There has been some criticism over you being cast in the upcoming TV series SAS Australia. What would you say in response to that?

Well, I mean, I don’t know if I need to say a great deal. People are always going to question or disagree. But if we forever judge people for what’s happened previously in their life, how can we ever expect anyone to move on? How can we ever expect anyone to be better?

“I became obsessed with sport and being as good as I could be. I wanted to change my life – change my family’s life – forever.” (Picture: Supplied)
“I became obsessed with sport and being as good as I could be. I wanted to change my life – change my family’s life – forever.” (Picture: Supplied)

We will also draw some criticism at Stellar for running you on the cover. But there is a power in forgiveness and redemption. What would you say to other men who may learn from your experience in confronting unresolved trauma?

In the past 18 months I’ve had so many learning experiences that I can’t help myself from sharing that. This is probably as open as I’ll be about it publicly. But subtly in my day-to-day life, I feel my responsibility is to pass on that information, to encourage men to think about that and talk to someone, because the majority of players or young males I come across are from disadvantaged backgrounds, broken homes, violent backgrounds.

I stood for something on the field. I was just this big gladiator sort of player, but that was for 80 minutes a week. For the other 10,000 minutes, I’m not that guy. I’m completely different. Just Sam. Just the family guy, like every other man in the world. So I know I have a place for that, for breaking down some of the stigmas that are in male-dominated sport, or even in general. And that’s what I want to do over the next part of my life. Coaching, mentoring … I think I can make a real difference.

There’s always speculation about Russell Crowe and the role he plays in your life. What can you tell us?

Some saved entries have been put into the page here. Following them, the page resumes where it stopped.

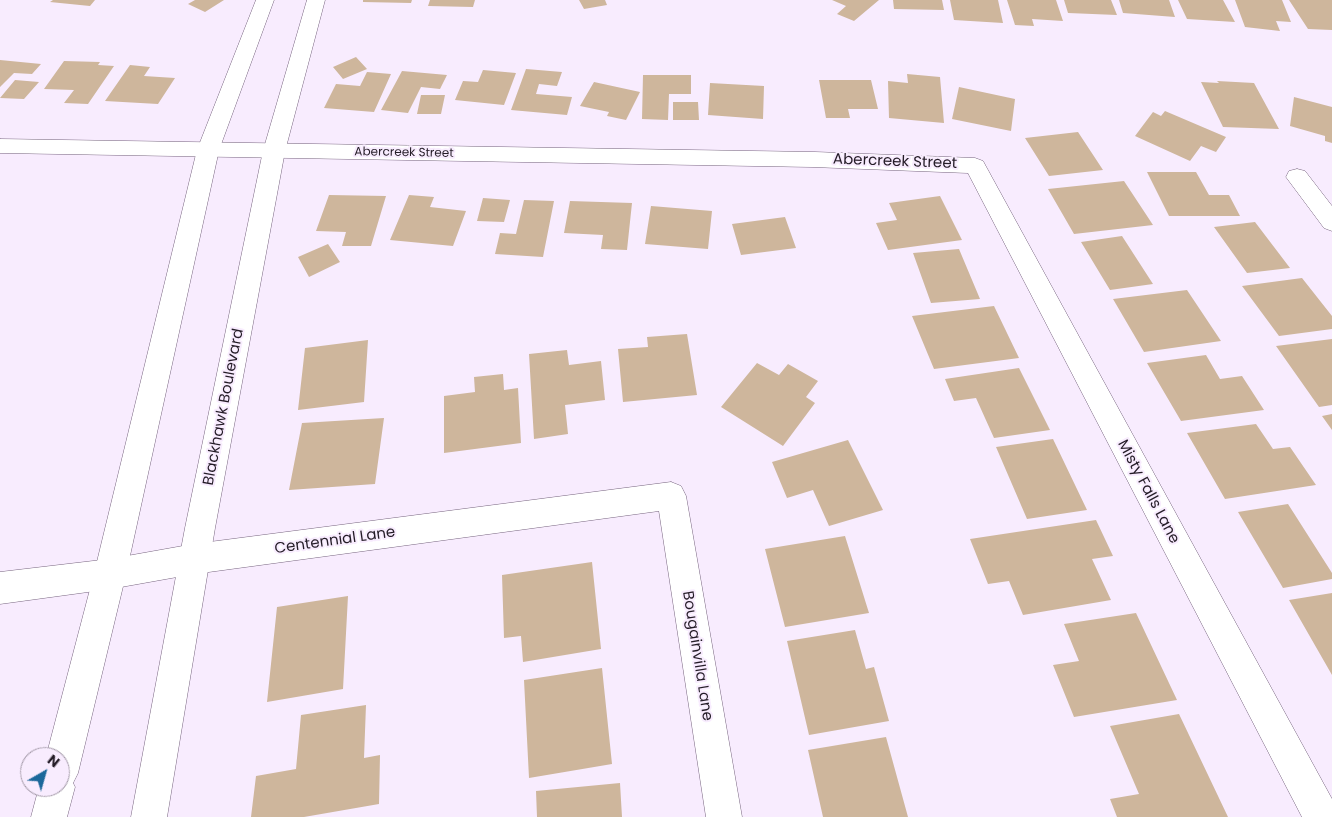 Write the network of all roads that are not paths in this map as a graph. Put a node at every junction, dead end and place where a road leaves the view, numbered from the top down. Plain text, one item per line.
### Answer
1 (264, 0) edge
2 (316, 0) edge
3 (0, 146) edge
4 (208, 150) junction
5 (274, 151) junction
6 (975, 166) joint
7 (1297, 176) dead end
8 (1332, 222) edge
9 (671, 496) joint
10 (194, 559) junction
11 (110, 574) junction
12 (0, 588) edge
13 (67, 747) edge
14 (54, 797) edge
15 (49, 817) edge
16 (149, 817) edge
17 (724, 817) edge
18 (1322, 817) edge

1 - 4 street
2 - 5 street, Blackhawk Boulevard
3 - 4 street, Abercreek Street
4 - 5 street, Abercreek Street
4 - 11 street
5 - 6 street, Abercreek Street
5 - 10 street, Blackhawk Boulevard
6 - 18 street, Misty Falls Lane
7 - 8 street
9 - 10 street, Centennial Lane
9 - 17 street, Bougainvilla Lane
10 - 11 street, Centennial Lane
10 - 16 street, Blackhawk Boulevard
11 - 12 street, Centennial Lane
11 - 13 street
14 - 15 street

He holds a great place in my heart and to my family, too. He’s just a wonderful man. Russell is the man who made it possible for me to change my life. He’s been true to his word from the day I met him. He said, “There’s not a door I can’t open for you, but you’ve just got to step through it.” And he’s totally stuck to that.

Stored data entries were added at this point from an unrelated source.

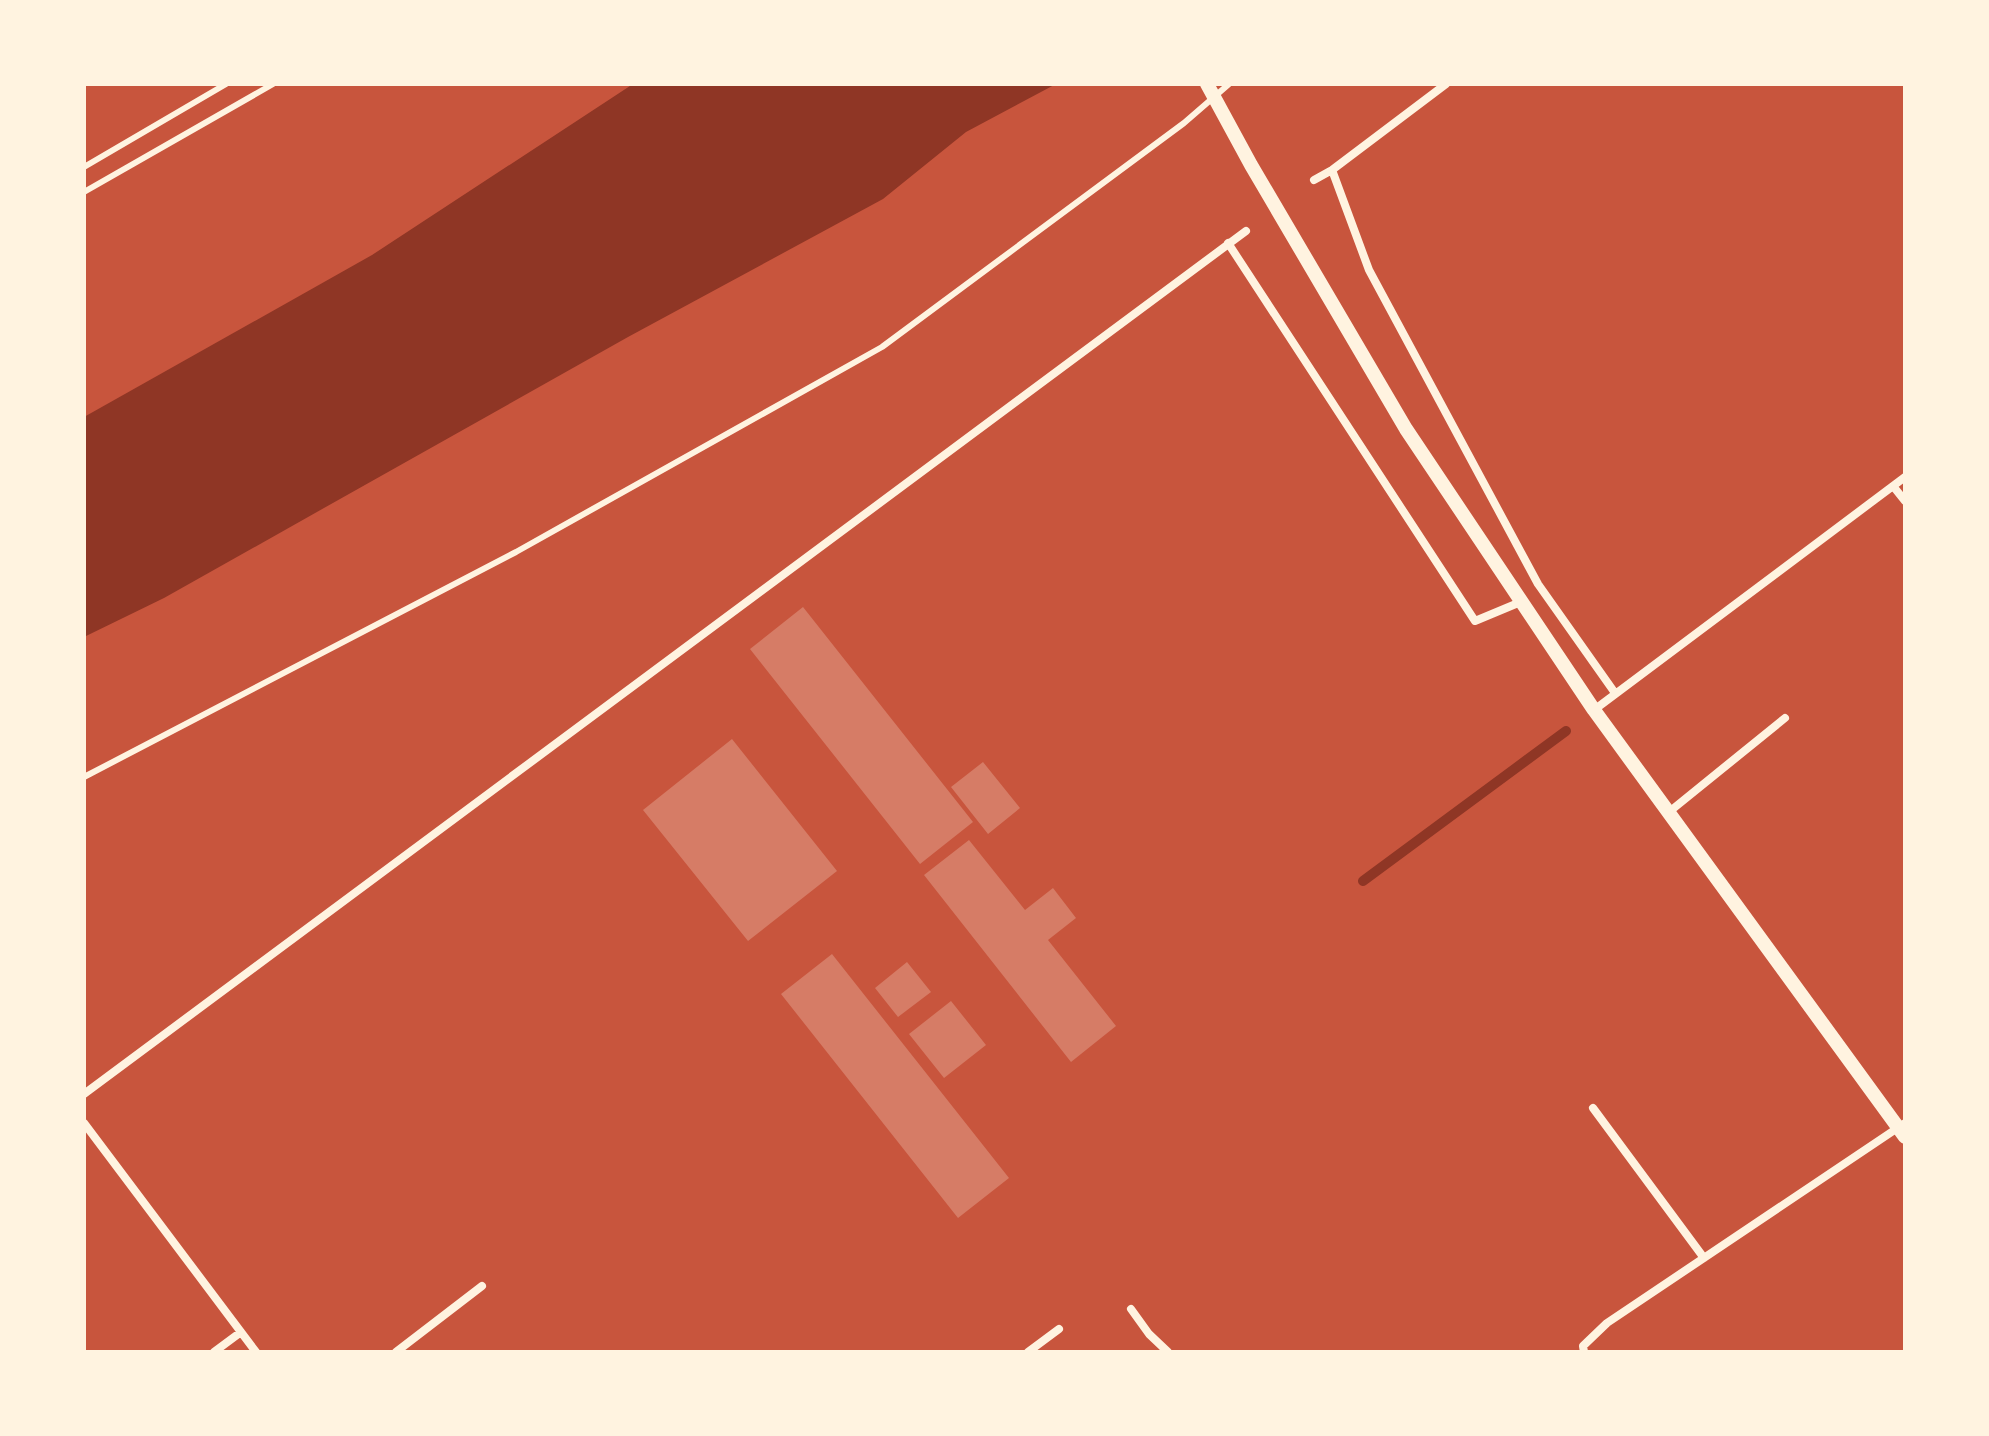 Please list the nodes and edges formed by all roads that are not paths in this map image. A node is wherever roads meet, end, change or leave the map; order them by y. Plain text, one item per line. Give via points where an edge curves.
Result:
1 (226, 84) edge
2 (273, 84) edge
3 (1207, 84) edge
4 (1229, 84) edge
5 (1446, 84) edge
6 (84, 167) edge
7 (1332, 170) junction
8 (1314, 180) dead end
9 (84, 192) edge
10 (1246, 231) dead end
11 (1228, 243) junction
12 (1905, 477) edge
13 (1893, 486) junction
14 (1905, 501) edge
15 (1523, 601) junction
16 (1615, 693) junction
17 (1594, 710) junction
18 (1785, 718) dead end
19 (84, 777) edge
20 (1669, 812) junction
21 (84, 1094) edge
22 (1593, 1108) dead end
23 (84, 1123) edge
24 (1903, 1129) edge
25 (1704, 1258) junction
26 (482, 1286) dead end
27 (1131, 1309) dead end
28 (1059, 1329) dead end
29 (241, 1332) junction
30 (214, 1352) edge
31 (256, 1352) edge
32 (396, 1352) edge
33 (1028, 1352) edge
34 (1168, 1352) edge
35 (1584, 1352) edge

1 - 6 lane
2 - 9 lane
3 - 15 street via 1406,429
4 - 19 lane via 882,347 516,552
5 - 7 street
7 - 8 street
7 - 16 street via 1369,270 1538,584
10 - 11 street
11 - 15 street via 1475,621
11 - 21 street
12 - 13 street
13 - 14 street
13 - 16 street
15 - 17 street
16 - 17 street
17 - 20 street
18 - 20 street
20 - 24 street
22 - 25 street
23 - 29 street
24 - 25 street
25 - 35 street via 1607,1323 1583,1346
26 - 32 street
27 - 34 street
28 - 33 street
29 - 30 street
29 - 31 street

You know, I’d like to think on my side, I’ve lived up to that for him. The past little while I probably could have done things a bit better. But again, he’s still there for me. He’s been a great constant in my life.

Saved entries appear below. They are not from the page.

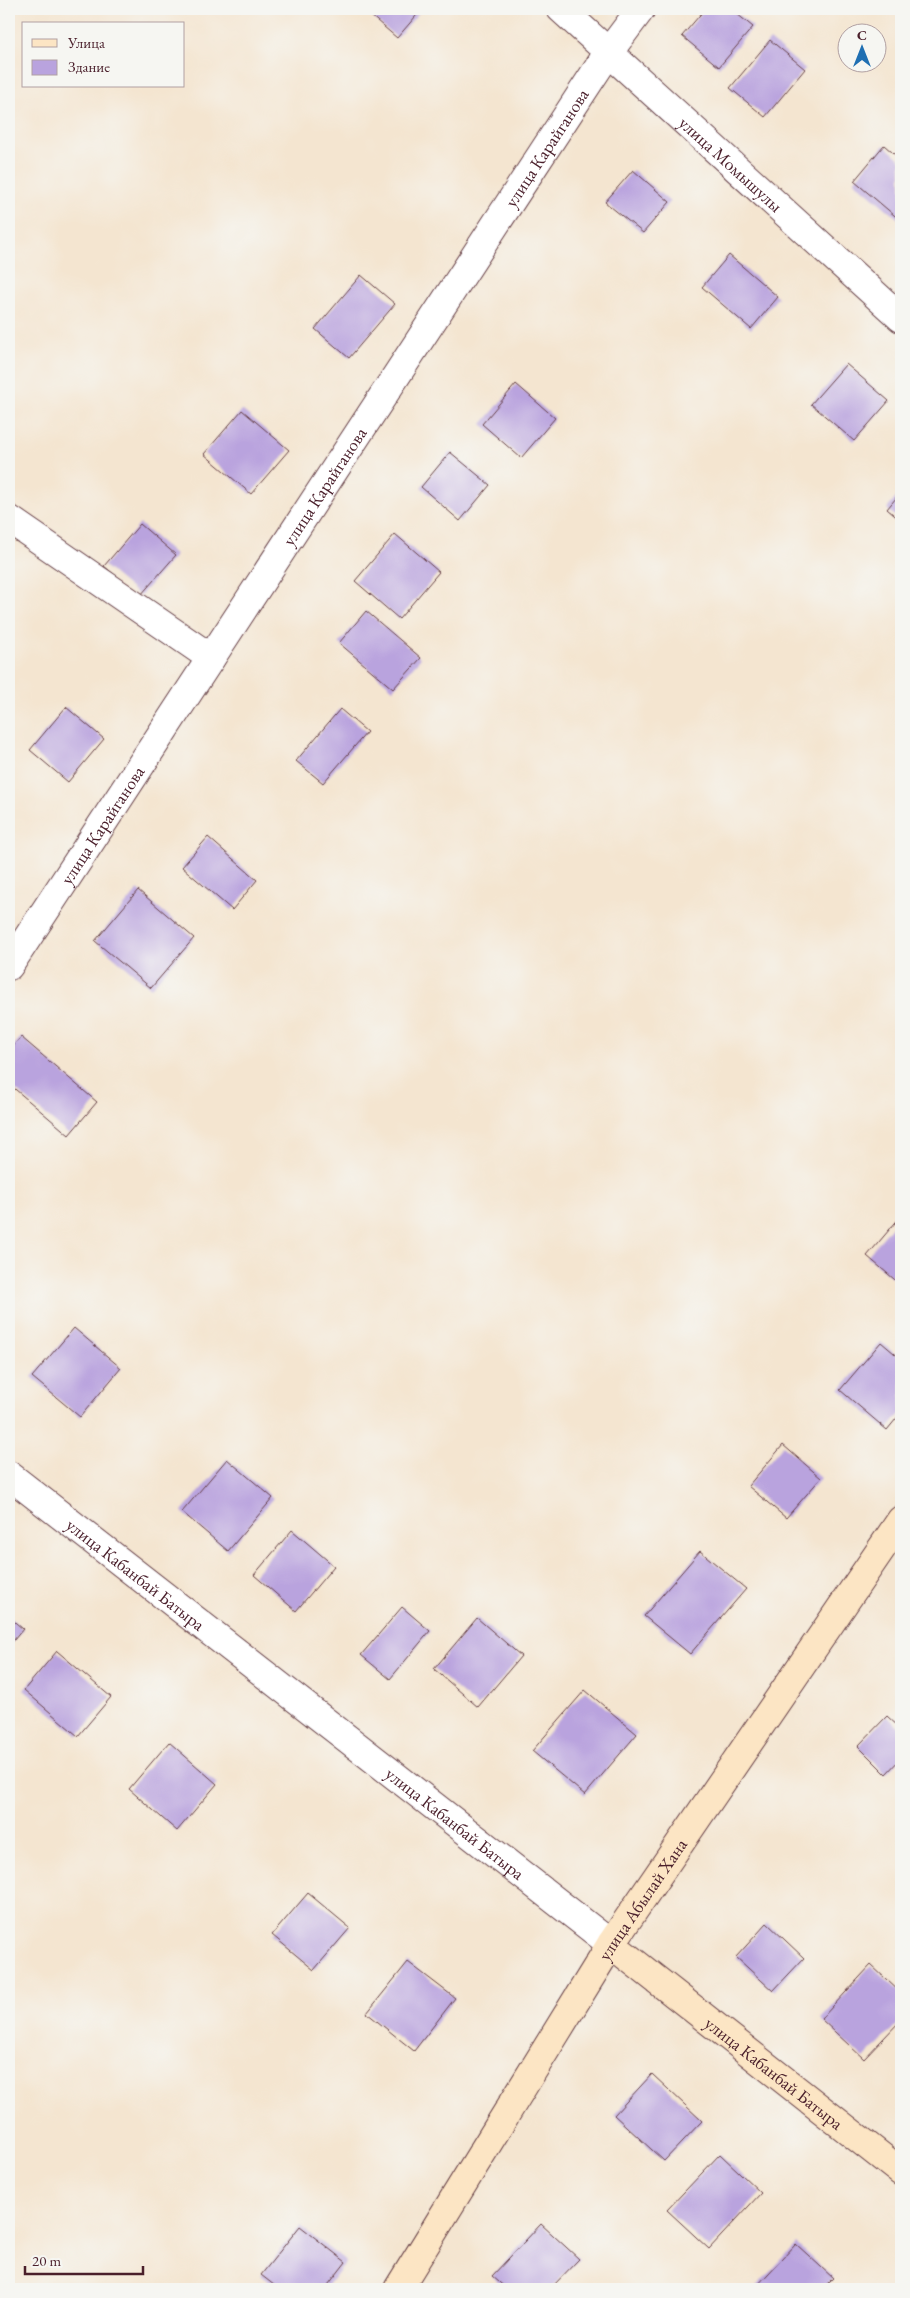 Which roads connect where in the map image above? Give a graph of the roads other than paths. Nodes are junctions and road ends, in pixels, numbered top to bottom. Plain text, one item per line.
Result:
1 (561, 9) edge
2 (641, 9) edge
3 (608, 53) junction
4 (901, 318) edge
5 (9, 519) edge
6 (211, 658) junction
7 (9, 966) edge
8 (9, 1476) edge
9 (901, 1520) edge
10 (611, 1944) junction
11 (901, 2172) edge
12 (398, 2289) edge

1 - 3 street, улица Момышулы
2 - 3 street, улица Карайганова
3 - 4 street, улица Момышулы
3 - 6 street, улица Карайганова
5 - 6 street
6 - 7 street, улица Карайганова
8 - 10 street, улица Кабанбай Батыра
9 - 10 street, улица Абылай Хана
10 - 11 street, улица Кабанбай Батыра
10 - 12 street, улица Абылай Хана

Sam Burgess features on the cover of Stellar this Sunday.
Sam Burgess features on the cover of Stellar this Sunday.

What does the future hold for you in your personal life? Do you foresee a day when you would potentially remarry?

That side of my life is quite tricky. I’ve always said I love kids, and I’ve wanted a lot of children, but I also want to be extremely respectful to Phoebe. I’ve got friends with kids that are older – 15, 16 – and repartnering. So I’m not sure. These are all things I’m going to have to work through and figure out. While I was an athlete in that mindset of going in this direction or that direction, everything happens really fast and quick.

Now at my old age of 32, I’m kind of mellowing out [laughs]. I look at things with more of a bird’s-eye view of the situation. How’s it going to affect each part of my life? Is it fair on everyone? Is it fair on a new partner to be thrust into it all? I’ve met a couple of lovely girls, but it’s just not fair to put them in that position of being in a relationship right now.

There will be some people who will be cynical about your motives for doing this interview, and who will question the sincerity of your rehabilitation. What, if anything, would you say you to them?

That’s OK. My reasons for being here are not to do that. But I can live with that. You said something earlier about forgiveness – and forgiveness isn’t a weakness, it’s really not. I’ve forgiven myself, forgiven others. Life has got a lot of beauty in it when you can forgive people. That’s where I am in my life.